ARTIKEL HUKUM
Beberapa kalangan menyebutkan, menjadi seorang hakim adalah perkara sukar. Bahwa tidak semua orang mampu menjadi seorang hakim di pengadilan. Namun, benarkah demikian?
Dalam ilmu neurosains sebagaimana telah dibuktikan dalam beberapa jurnal internasional, otak kiri manusia memiliki suatu keterampilan agak ‘nakal’ dan agak kurang sehat, yang bernama ‘daya rasionalisasi’ dan ‘pembenaran diri’. Perbuatan yang salah seperti apapun dan buruk sekalipun, tetap dapat ditemukan justifikasinya. Itulah perilaku paling mendasar dari manusia yang amat kreatif mencari pembenaran diri dan justifikasi atas setiap perilakunya.
Self-justification merupakan self-defence mechanism yang halnya saja salah dimaknai dan kerap disalahgunakan oleh manusia. Bahkan, manusia ‘kecan-duan’ terhadap mekanisme pembenaran diri ini—suatu penyakit warisan peradaban manusia yang tampaknya sukar diperbaiki.
Sama halnya ketika seorang hakim dihadapkan suatu permasalahan hukum. Baik Mahkamah Konstitusi maupun Mahkamah Agung, memiliki dua versi putusan, yakni yurisprudensi yang menyatakan kaedah normatif “A”, namun disaat bersamaan terdapat pula yurisprudensi yang menyatakan kaedah normatif “B” yang berkebalikan dari yurisprudensi normatif “A”.
Alhasil, seorang hakim bagai ‘bermain’ puzzle dengan memiliki potongan-potongan puzzle sesuai selera dirinya sendiri dalam menyusun putusan.
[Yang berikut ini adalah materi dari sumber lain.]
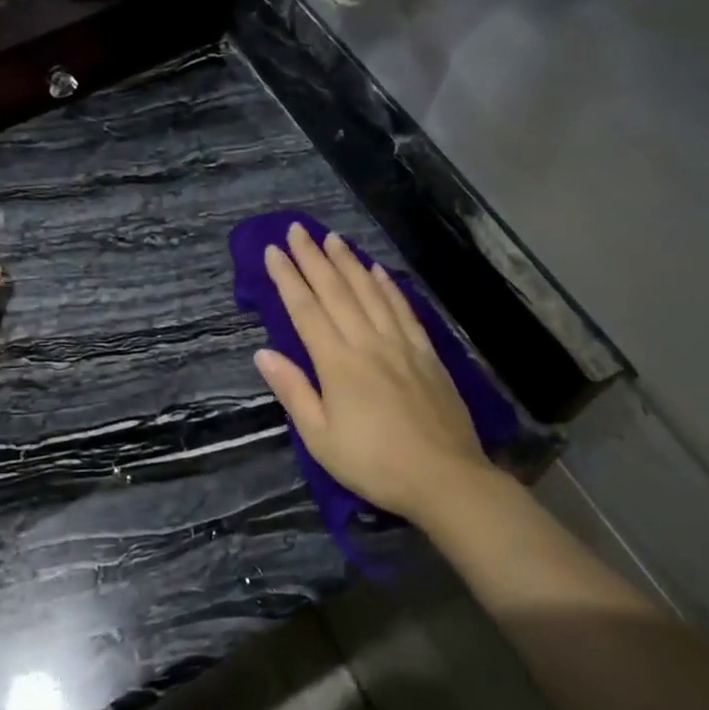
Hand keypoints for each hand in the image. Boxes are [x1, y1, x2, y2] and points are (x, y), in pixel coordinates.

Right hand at [254, 223, 493, 521]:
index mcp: (337, 363)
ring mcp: (400, 345)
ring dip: (348, 262)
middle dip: (313, 258)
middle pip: (336, 292)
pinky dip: (387, 286)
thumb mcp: (320, 438)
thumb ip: (293, 391)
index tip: (274, 251)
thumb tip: (263, 353)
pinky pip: (403, 310)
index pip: (306, 310)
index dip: (287, 278)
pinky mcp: (426, 354)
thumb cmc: (374, 463)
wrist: (445, 479)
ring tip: (332, 238)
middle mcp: (367, 343)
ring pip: (369, 292)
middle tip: (297, 229)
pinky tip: (377, 270)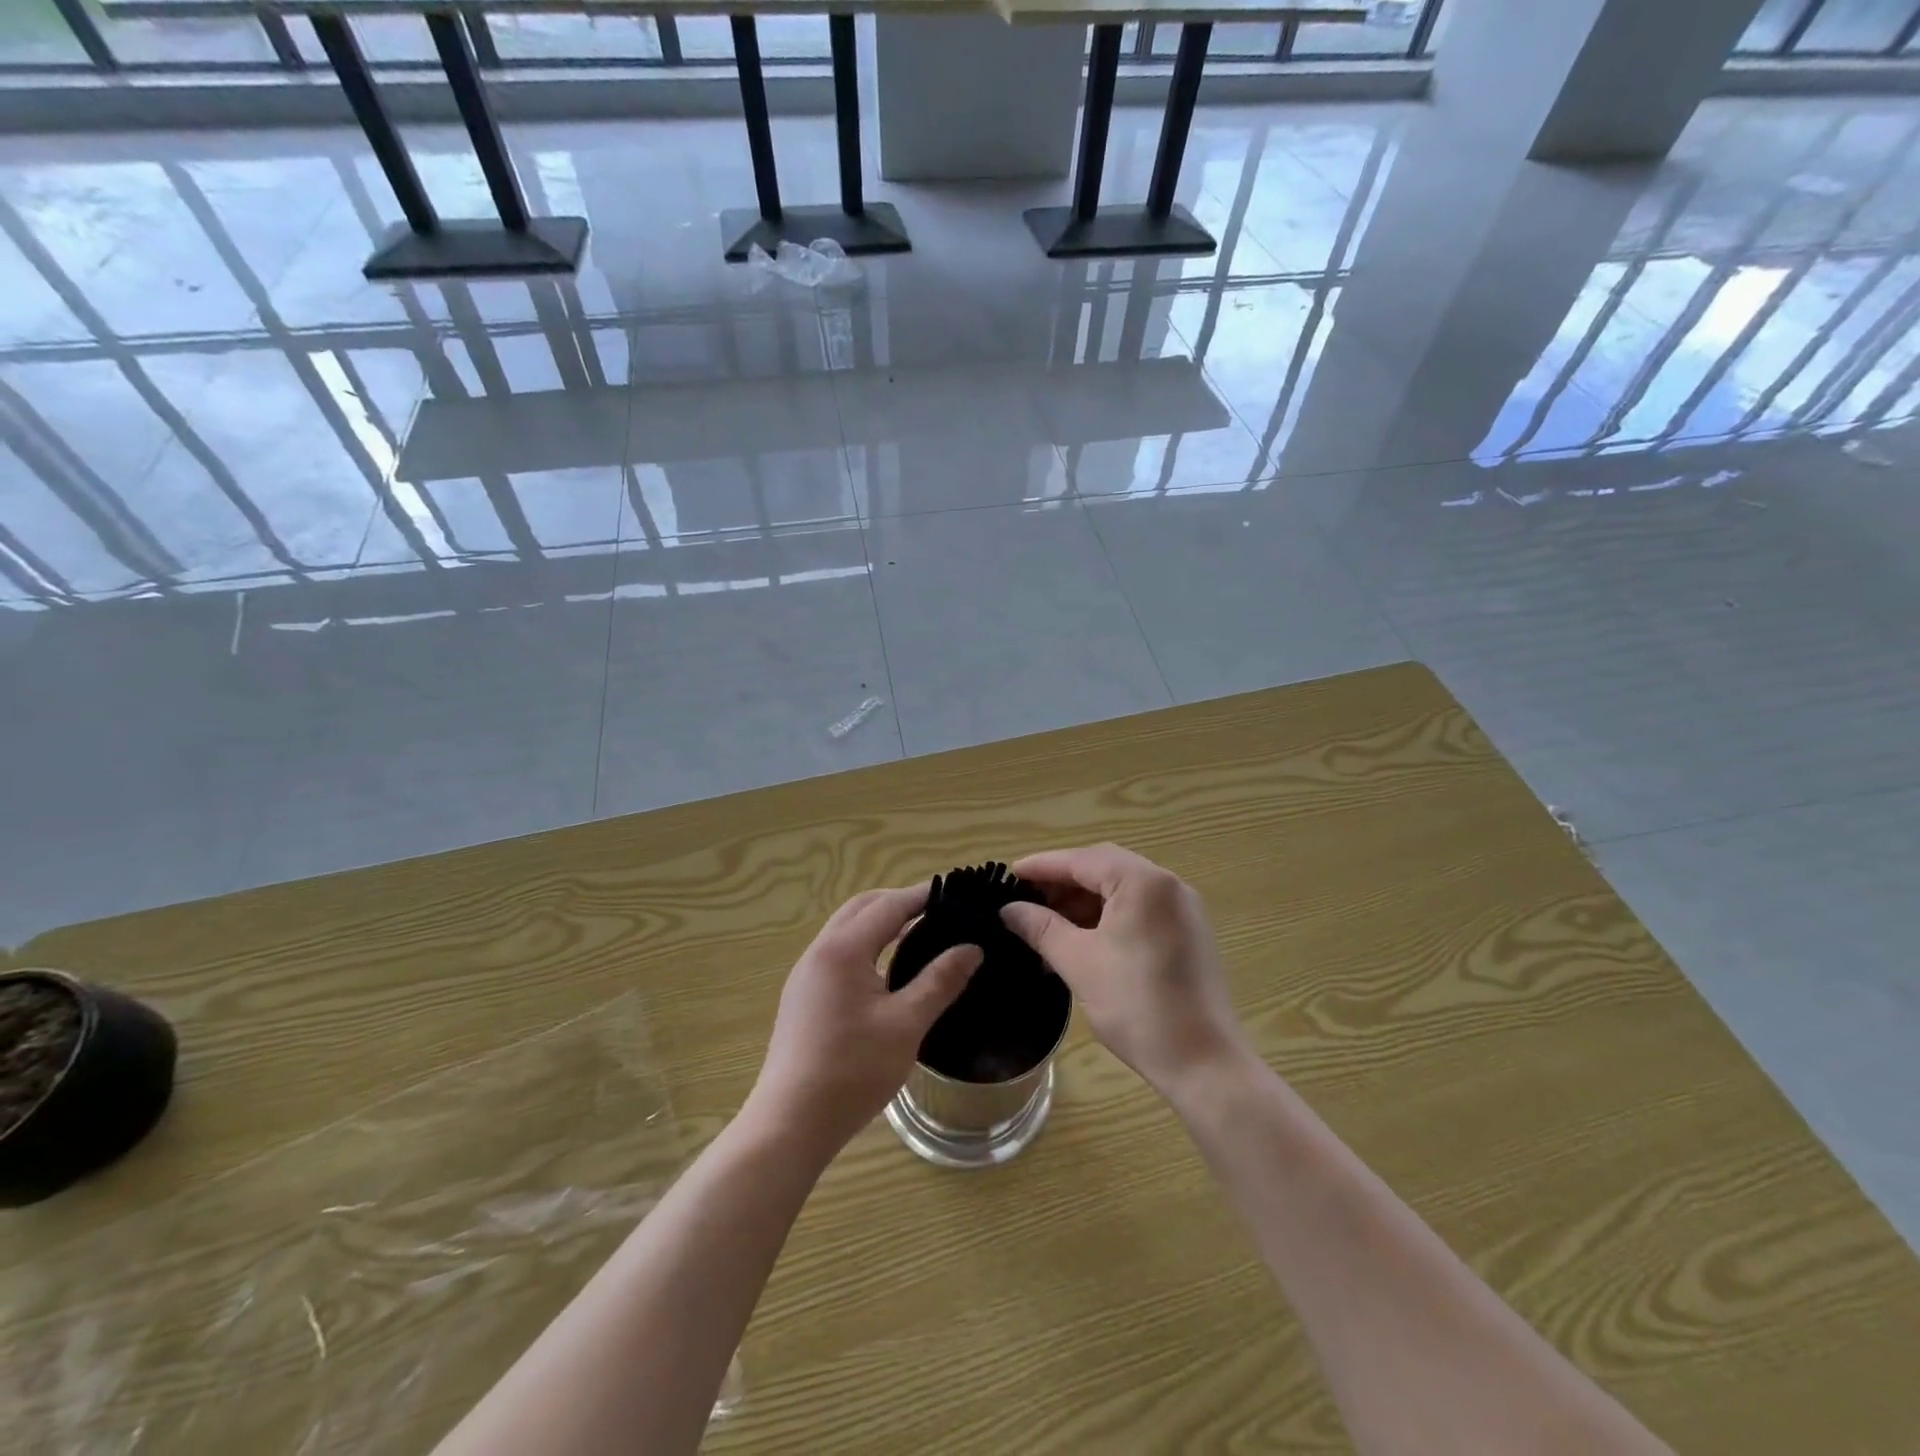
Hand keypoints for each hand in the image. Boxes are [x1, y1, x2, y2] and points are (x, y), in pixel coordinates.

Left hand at [747, 885, 981, 1158]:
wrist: (791, 1123)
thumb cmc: (853, 1071)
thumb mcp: (906, 1024)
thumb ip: (940, 981)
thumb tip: (972, 948)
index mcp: (843, 950)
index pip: (889, 905)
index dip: (923, 895)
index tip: (956, 891)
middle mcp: (820, 952)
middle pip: (862, 907)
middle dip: (899, 902)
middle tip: (938, 911)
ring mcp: (806, 974)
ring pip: (846, 929)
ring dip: (880, 923)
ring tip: (919, 935)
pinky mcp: (803, 996)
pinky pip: (838, 952)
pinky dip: (866, 945)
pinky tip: (887, 970)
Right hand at [999, 844, 1250, 1098]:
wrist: (1203, 1062)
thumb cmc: (1136, 1005)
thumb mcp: (1079, 962)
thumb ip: (1041, 928)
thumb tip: (1009, 909)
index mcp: (1143, 882)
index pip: (1082, 861)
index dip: (1042, 866)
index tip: (1009, 874)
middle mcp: (1168, 884)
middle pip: (1104, 868)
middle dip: (1063, 883)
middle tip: (1026, 900)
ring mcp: (1183, 908)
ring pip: (1122, 889)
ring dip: (1084, 901)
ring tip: (1048, 924)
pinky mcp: (1188, 932)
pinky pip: (1139, 909)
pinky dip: (1107, 916)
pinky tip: (1082, 939)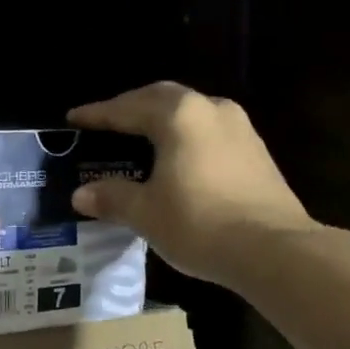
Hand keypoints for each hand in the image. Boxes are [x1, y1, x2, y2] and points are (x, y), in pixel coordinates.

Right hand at [68, 82, 314, 288]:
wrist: (275, 250)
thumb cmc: (200, 223)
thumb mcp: (146, 213)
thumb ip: (112, 197)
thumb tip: (81, 194)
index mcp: (178, 116)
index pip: (127, 108)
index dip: (98, 114)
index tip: (74, 118)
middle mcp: (210, 109)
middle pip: (161, 98)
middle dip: (131, 108)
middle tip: (106, 122)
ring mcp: (239, 128)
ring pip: (189, 112)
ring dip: (161, 120)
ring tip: (139, 136)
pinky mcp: (255, 152)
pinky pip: (208, 131)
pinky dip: (184, 136)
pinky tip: (176, 158)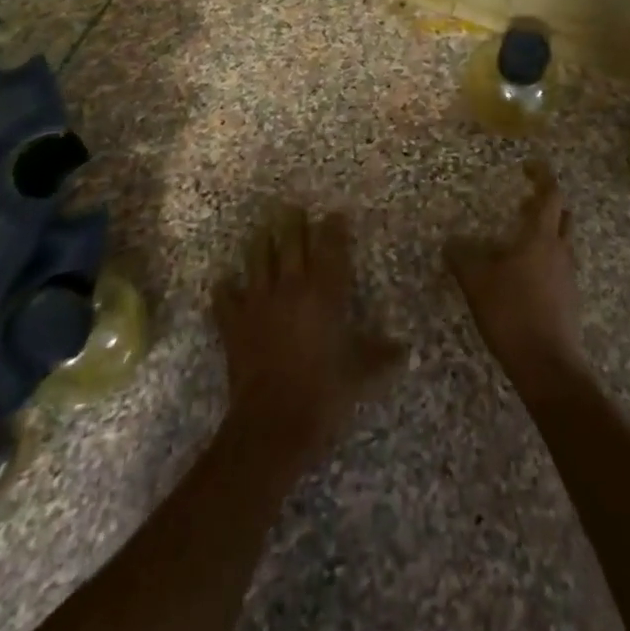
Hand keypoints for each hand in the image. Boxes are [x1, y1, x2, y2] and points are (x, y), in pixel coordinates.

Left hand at [214, 207, 404, 458]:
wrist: (274, 422)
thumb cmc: (324, 392)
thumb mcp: (361, 373)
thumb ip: (381, 355)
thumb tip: (405, 350)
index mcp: (324, 293)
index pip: (330, 248)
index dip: (333, 228)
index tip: (335, 214)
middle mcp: (291, 287)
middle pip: (290, 243)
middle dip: (292, 223)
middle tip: (292, 209)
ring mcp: (259, 302)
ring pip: (257, 259)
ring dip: (259, 243)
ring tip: (261, 230)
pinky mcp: (234, 323)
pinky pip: (225, 298)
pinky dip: (225, 289)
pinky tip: (224, 283)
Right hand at [446, 161, 585, 392]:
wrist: (547, 365)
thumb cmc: (512, 313)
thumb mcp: (477, 282)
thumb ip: (462, 258)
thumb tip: (451, 242)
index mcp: (540, 237)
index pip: (550, 194)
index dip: (542, 176)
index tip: (529, 166)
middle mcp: (560, 251)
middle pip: (562, 216)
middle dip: (546, 203)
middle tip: (523, 201)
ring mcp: (568, 276)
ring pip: (562, 242)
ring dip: (545, 232)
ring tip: (518, 237)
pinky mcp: (568, 299)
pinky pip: (558, 266)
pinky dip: (544, 258)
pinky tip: (522, 274)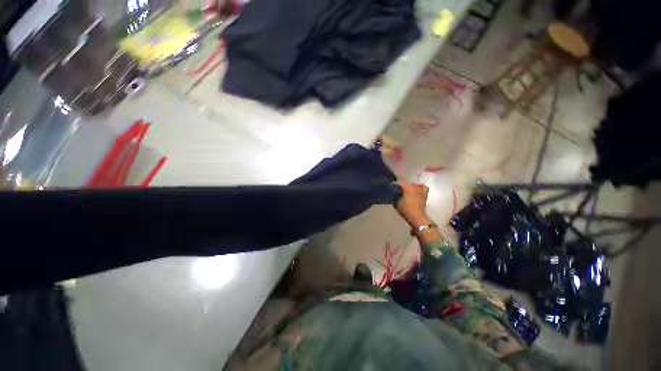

Alhasil pula, bahkan untuk ukuran seorang konsultan hukum profesional sekalipun menjadi kehilangan daya cengkeram atas keterampilan prediktabilitas suatu permasalahan hukum.
Ambil contoh putusan Mahkamah Konstitusi RI (MK RI) yang menguji materiil undang-undang perihal importasi hewan ternak, dalam putusan sebelumnya Mahkamah menyatakan bahwa Indonesia menganut rezim maximum security—artinya zero tolerance bagi hewan yang berpotensi sebagai pembawa penyakit bila diimpor dari negara-negara yang belum bebas dari wabah penyakit menular.
Namun parlemen bersama pemerintah kemudian merevisi undang-undang tersebut, dengan menerbitkan undang-undang revisi yang melakukan aksi akrobatik dengan menyatakan bahwa mereka tidak mengatur norma yang sama yang telah diputus MK RI, namun menambahkan norma perihal importasi bibit ternak untuk dibesarkan di Indonesia.
Apa yang kemudian dikatakan oleh MK RI lewat putusannya terhadap uji materiil yang kembali diajukan oleh pemohon uji materiil sebelumnya atas undang-undang yang sama ini—yang juga telah menyeret skandal importir sapi asal India yang membuat Patrialis Akbar selaku Hakim Konstitusi menyatakan telah “lalai” hingga ‘berbuat memberikan apa yang semestinya tidak diberikan’? (Note tambahan: Sejak kapan pula, “lalai” bergeser dari ‘tidak memberikan’ menjadi ‘memberikan sesuatu’?)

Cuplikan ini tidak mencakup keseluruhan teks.